Berenson doesn’t engage with legalization arguments, or really any arguments at all that might undermine his. He paints drug policy reformers as deceptive, hiding their real agendas, and implies at various times they are all influenced by money, some bought off by Fox News boogieman George Soros. Temperamentally he describes reformers as utopian, quixotic in their optimism for legalization, and prone to overstating claims when it comes to legalization’s revenue and criminal justice outcomes, as well as marijuana’s health benefits. This is shadowboxing, arguing with the nonexistent. Groups like Drug Policy Alliance, NORML, and the Global Commission on Drug Policy have not only considered the potential risks of legalization, but they’ve also written extensive reports, providing examples from around the world. The GCDP’s “Regulation: The Responsible Control of Drugs” is granular in its detail, considering the complexities of legalization from a global and regional perspective, and notes how leaders from a developed country might differ for underdeveloped countries.
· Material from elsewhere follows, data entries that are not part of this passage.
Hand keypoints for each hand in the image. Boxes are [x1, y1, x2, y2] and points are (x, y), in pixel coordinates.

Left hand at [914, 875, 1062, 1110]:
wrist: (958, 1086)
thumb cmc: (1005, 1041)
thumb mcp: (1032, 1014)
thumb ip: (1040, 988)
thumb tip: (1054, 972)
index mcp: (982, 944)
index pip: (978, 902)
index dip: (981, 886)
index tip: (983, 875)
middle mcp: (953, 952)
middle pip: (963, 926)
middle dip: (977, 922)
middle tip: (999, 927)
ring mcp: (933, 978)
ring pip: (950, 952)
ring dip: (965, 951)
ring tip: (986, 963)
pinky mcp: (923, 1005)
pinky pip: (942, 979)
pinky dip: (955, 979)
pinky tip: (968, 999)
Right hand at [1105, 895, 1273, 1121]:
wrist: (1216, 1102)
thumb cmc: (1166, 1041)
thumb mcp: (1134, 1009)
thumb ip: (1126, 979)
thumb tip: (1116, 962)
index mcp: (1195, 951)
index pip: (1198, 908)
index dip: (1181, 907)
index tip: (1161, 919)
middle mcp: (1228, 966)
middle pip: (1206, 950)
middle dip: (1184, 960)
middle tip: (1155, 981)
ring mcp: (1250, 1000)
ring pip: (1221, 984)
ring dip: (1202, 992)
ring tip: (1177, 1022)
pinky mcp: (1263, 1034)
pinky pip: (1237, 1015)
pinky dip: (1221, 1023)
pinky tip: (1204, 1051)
Berenson isn’t interested in rebutting those things. His central argument is very simple: heavy cannabis use causes schizophrenia, and schizophrenics cause loads of violence and bring lots of death. So, what are the great studies that legalizers are suppressing—the ones that they don’t want you to see? The studies that show conclusive proof of a causal link between cannabis and schizophrenia? Oh wait…those don’t exist. Like Romney had binders full of women, Berenson has binders full of “links,” “associations,” and “risk” between schizophrenia and cannabis use.

You might be asking, are there a lot of people with schizophrenia? Great question. The answer is no. Schizophrenia’s prevalence globally and in the US is under 1%. Do we know what causes it? Not really. There is some consensus regarding factors that make one more or less susceptible to the disorder, including if your family members have it, whether you were malnourished before birth, or if you have been exposed to certain viruses. And it is true that studies have shown that heavy cannabis users with a history of schizophrenia can double their potential risk. But that doesn’t mean a whole lot. There are also studies that show the same associated risk and connection with tobacco too. Even if we are generous and accept Berenson’s arguments on faith and assume half of all people with schizophrenia will manifest symptoms because of cannabis, at best we are talking about maybe 0.3% of the population. If that is the case, which it is, maybe we can find solutions that address this community.
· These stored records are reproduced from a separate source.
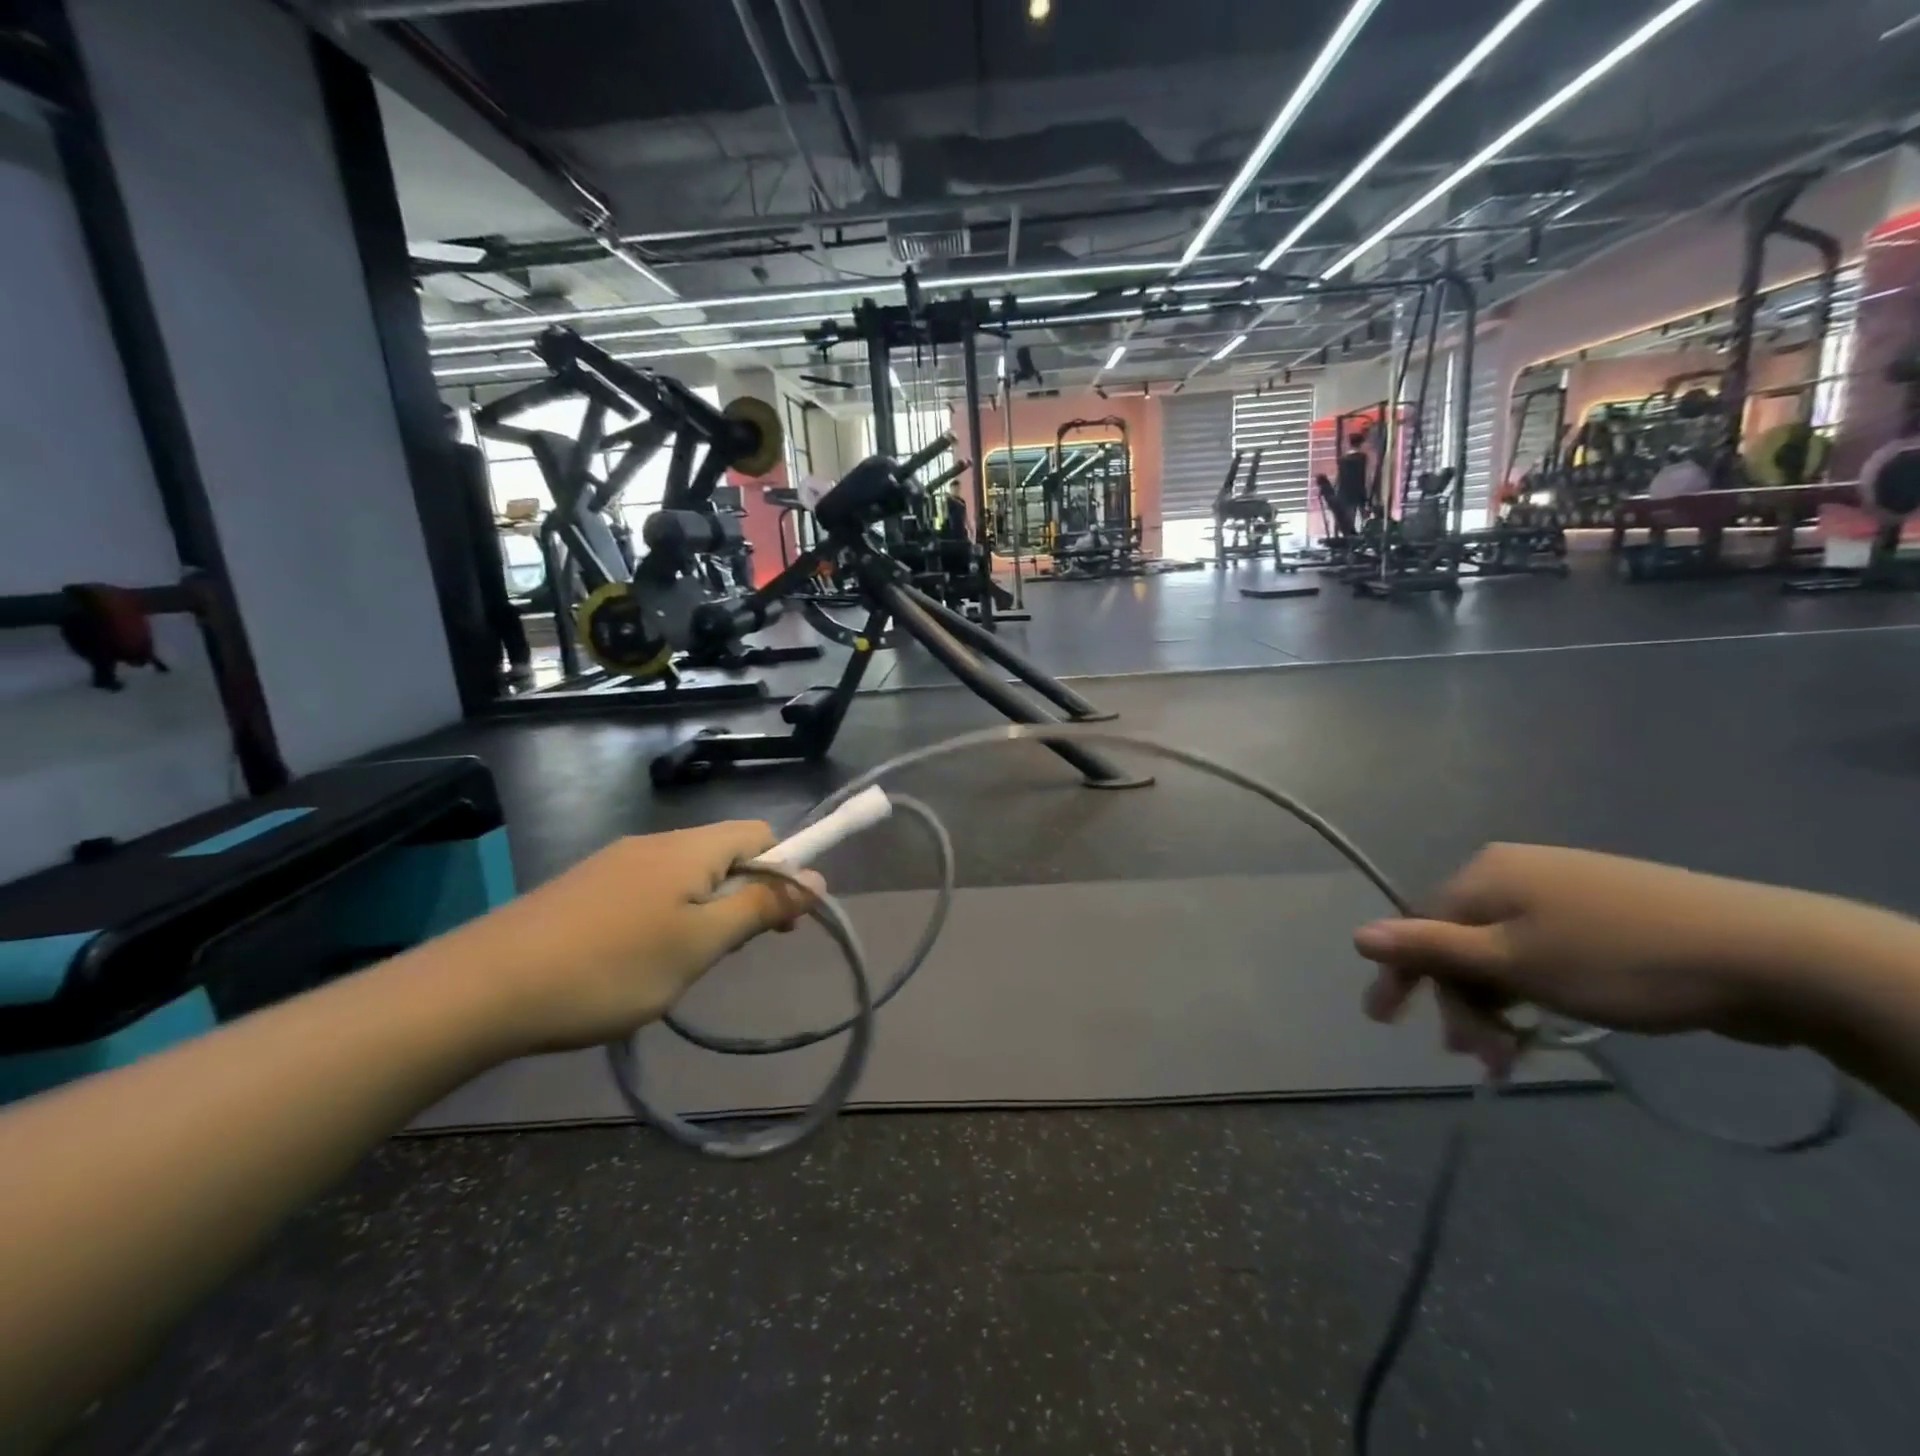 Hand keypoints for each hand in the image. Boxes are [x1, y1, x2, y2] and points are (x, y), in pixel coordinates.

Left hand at [438, 821, 822, 1055]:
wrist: (481, 989)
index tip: (779, 924)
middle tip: (727, 952)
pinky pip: (649, 889)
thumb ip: (759, 908)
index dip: (783, 871)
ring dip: (704, 910)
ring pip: (686, 875)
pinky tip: (638, 960)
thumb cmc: (611, 968)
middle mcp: (655, 842)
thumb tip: (816, 878)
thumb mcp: (699, 945)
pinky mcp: (585, 886)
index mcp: (690, 848)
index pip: (761, 834)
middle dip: (742, 895)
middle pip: (724, 853)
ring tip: (681, 963)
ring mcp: (615, 862)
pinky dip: (665, 916)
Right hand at [1353, 844, 1844, 1070]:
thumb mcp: (1515, 961)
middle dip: (1462, 1001)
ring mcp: (1561, 891)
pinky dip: (1532, 991)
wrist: (1767, 954)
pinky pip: (1540, 952)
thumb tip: (1357, 935)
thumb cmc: (1619, 960)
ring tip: (1514, 1053)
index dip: (1403, 975)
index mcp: (1486, 874)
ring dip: (1498, 1004)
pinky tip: (1546, 1021)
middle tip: (1478, 1058)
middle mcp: (1514, 872)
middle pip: (1462, 941)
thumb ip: (1432, 948)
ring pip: (1503, 951)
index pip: (1421, 926)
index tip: (1383, 1020)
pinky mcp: (1601, 914)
The World Health Organization provides some baseline ideas: providing essential medicines to those with the disorder, training primary health care personnel to respond to it, and providing housing, education and mental health screenings to those affected. At the moment there aren’t many solutions for schizophrenia other than medication, but medication has proven effective. Unfortunately, most people affected by this disorder can’t afford treatment for mental health services or medications. This needs to be addressed.

The opioid crisis and the potential downsides of legalization could be aided, not by more police or prisons, but acknowledging, once and for all, that substance use disorders are a public health issue–really an emergency. I agree with Beth Macy, who writes in her book Dopesick that a single-payer system would be the best method for addressing these problems. At the very least, we should champion what she calls a “New Deal for the Drug Addicted.” That seems like a compromise we can all get behind.